In the unit test written above, you can see that we are able to reach into the .put() call and get a list of each argument that was passed into the call by accessing the call_args_list property. By doing this, we can then use the standard TestCase.assertEqual() method to assert that the passed in argument is the expected value.

Note that if you called the mocked method multiple times, you can loop over call_args_list to get the arguments of the exact call that you want.

How to Assert Number of Method Calls

The final example of common situations that we might run into when we are writing unit tests for methods that don’t return any response, will be to assert the number of times something happened. Let’s take a look at our example again.

def delete_items(items) -> None:
    # Filter out items
    items = [item for item in items if item.status == "DONE"]

    for item in items:
        Model.delete(item.pk)

In this case, we might pass in 3 items, but because we filter the items we might only expect 2 of them to be deleted. This means that we want to write a unit test that asserts how many times the Model.delete() method was called.

Once again, we can use Mock objects as items that we pass into our method, and then assert if each item was called.

patch("path.to.code.Model")
def test_delete_items(self, model_mock):
    items = [
        Mock(status="DONE"),
        Mock(status="DONE"),
        Mock(status="PENDING")
    ]

    delete_items(items)

    # Since only 2 items were status DONE, only 2
    # items should be deleted.
    self.assertEqual(
        len(model_mock.delete.call_args_list),
        2,
    )

Remember that the call_args_list property returns a list of arguments for each time a function was being called? That means that we can also count the number of calls by getting the length of the list. In the example above, we know that we only want our delete method to be called twice. We can then count the calls and assert that it is executed twice using the assertEqual() method.

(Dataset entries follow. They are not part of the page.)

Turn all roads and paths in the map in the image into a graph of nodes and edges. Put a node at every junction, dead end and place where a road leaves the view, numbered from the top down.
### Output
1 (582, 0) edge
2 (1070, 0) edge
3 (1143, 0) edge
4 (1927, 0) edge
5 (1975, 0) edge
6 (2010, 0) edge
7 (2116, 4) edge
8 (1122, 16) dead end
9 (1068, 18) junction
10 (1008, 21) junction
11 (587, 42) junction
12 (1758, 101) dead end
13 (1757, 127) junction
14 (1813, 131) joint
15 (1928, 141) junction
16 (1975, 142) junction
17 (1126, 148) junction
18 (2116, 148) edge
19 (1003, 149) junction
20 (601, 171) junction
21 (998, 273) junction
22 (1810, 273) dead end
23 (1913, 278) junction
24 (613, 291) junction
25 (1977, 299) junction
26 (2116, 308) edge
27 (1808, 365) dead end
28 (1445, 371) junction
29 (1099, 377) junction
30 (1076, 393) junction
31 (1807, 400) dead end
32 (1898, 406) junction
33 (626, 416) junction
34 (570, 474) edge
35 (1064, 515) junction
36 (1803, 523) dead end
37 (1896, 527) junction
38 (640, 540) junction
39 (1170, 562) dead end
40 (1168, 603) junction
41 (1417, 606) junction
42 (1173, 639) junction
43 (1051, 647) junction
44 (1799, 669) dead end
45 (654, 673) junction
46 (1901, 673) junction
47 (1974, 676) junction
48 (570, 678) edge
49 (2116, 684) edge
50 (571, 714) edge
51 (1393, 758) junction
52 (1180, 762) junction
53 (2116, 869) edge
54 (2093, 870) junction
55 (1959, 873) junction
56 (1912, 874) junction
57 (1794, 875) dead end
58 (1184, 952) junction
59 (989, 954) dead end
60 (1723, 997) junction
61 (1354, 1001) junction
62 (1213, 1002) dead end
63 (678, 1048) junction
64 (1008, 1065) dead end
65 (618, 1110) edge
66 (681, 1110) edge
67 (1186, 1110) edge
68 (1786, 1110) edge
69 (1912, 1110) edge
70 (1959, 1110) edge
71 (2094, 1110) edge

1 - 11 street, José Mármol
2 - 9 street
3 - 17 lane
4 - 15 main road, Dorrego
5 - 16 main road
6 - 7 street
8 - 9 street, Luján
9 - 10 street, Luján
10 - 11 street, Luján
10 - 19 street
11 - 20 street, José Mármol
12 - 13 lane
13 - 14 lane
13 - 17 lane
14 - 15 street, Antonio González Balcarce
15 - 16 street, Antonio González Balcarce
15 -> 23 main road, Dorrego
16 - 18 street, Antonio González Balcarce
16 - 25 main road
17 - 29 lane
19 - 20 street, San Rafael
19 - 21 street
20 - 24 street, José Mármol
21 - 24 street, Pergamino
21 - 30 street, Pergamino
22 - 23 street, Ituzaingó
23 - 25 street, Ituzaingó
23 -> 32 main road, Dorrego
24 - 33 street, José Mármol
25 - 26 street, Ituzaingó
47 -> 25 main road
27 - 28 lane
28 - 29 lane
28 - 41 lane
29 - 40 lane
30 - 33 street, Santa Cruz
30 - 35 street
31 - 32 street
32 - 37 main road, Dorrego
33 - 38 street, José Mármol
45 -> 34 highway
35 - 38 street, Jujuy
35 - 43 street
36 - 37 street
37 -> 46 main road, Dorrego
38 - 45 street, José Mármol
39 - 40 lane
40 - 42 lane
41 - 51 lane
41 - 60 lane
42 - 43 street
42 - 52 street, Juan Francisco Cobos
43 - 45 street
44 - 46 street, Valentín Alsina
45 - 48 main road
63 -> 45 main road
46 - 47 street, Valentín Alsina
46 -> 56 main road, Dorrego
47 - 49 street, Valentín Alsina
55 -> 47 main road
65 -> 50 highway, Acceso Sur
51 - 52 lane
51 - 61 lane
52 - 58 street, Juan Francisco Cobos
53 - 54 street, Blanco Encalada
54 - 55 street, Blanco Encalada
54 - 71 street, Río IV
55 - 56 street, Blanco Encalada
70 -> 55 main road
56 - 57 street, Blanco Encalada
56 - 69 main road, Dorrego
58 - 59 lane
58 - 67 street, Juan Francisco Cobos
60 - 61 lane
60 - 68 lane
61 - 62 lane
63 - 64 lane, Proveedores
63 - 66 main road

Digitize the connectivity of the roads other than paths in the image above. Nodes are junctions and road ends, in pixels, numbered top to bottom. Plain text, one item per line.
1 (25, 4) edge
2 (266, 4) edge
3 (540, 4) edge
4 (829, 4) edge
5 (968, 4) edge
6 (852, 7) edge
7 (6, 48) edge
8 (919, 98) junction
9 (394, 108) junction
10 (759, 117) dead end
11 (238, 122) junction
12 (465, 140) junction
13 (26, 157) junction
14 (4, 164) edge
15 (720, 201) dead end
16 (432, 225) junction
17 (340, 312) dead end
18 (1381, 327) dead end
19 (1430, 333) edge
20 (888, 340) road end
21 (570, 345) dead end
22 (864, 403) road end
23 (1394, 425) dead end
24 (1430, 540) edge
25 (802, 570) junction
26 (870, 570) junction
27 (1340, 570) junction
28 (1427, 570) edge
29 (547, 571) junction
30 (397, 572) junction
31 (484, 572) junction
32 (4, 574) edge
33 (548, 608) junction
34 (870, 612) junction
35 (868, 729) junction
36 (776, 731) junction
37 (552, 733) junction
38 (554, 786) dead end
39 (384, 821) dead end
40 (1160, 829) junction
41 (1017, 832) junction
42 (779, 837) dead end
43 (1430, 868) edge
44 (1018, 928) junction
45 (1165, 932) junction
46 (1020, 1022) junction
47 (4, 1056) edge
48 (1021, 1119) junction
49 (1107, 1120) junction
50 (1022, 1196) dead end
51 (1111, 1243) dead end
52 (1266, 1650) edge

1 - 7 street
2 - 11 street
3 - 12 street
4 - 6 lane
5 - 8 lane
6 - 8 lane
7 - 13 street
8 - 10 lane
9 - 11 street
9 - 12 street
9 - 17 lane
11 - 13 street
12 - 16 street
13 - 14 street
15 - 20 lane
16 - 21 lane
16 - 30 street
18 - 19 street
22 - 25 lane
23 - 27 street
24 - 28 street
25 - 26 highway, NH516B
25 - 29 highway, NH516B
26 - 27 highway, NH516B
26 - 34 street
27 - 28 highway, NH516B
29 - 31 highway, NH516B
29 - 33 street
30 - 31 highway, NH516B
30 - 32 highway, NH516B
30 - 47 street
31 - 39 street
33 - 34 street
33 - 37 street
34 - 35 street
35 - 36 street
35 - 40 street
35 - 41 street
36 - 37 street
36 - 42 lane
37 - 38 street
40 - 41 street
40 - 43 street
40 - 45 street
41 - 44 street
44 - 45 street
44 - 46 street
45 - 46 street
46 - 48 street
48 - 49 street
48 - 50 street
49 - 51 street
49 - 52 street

Summary of Unit Testing Methods Without Response

Ignoring writing unit test because they are “too difficult” to write is a bad excuse and it leads to bad practice. In reality, there are often very simple ways that you can achieve what you want if you just know the tools that are available to you. This is the tricky part, learning the tools.

In this article, I have illustrated how you use Mock objects to reach into your code and assert how your code is being executed, even though your code doesn’t return any response back that we can assert. I’m sure that you can think of many other cases of how these methods of testing can be applied.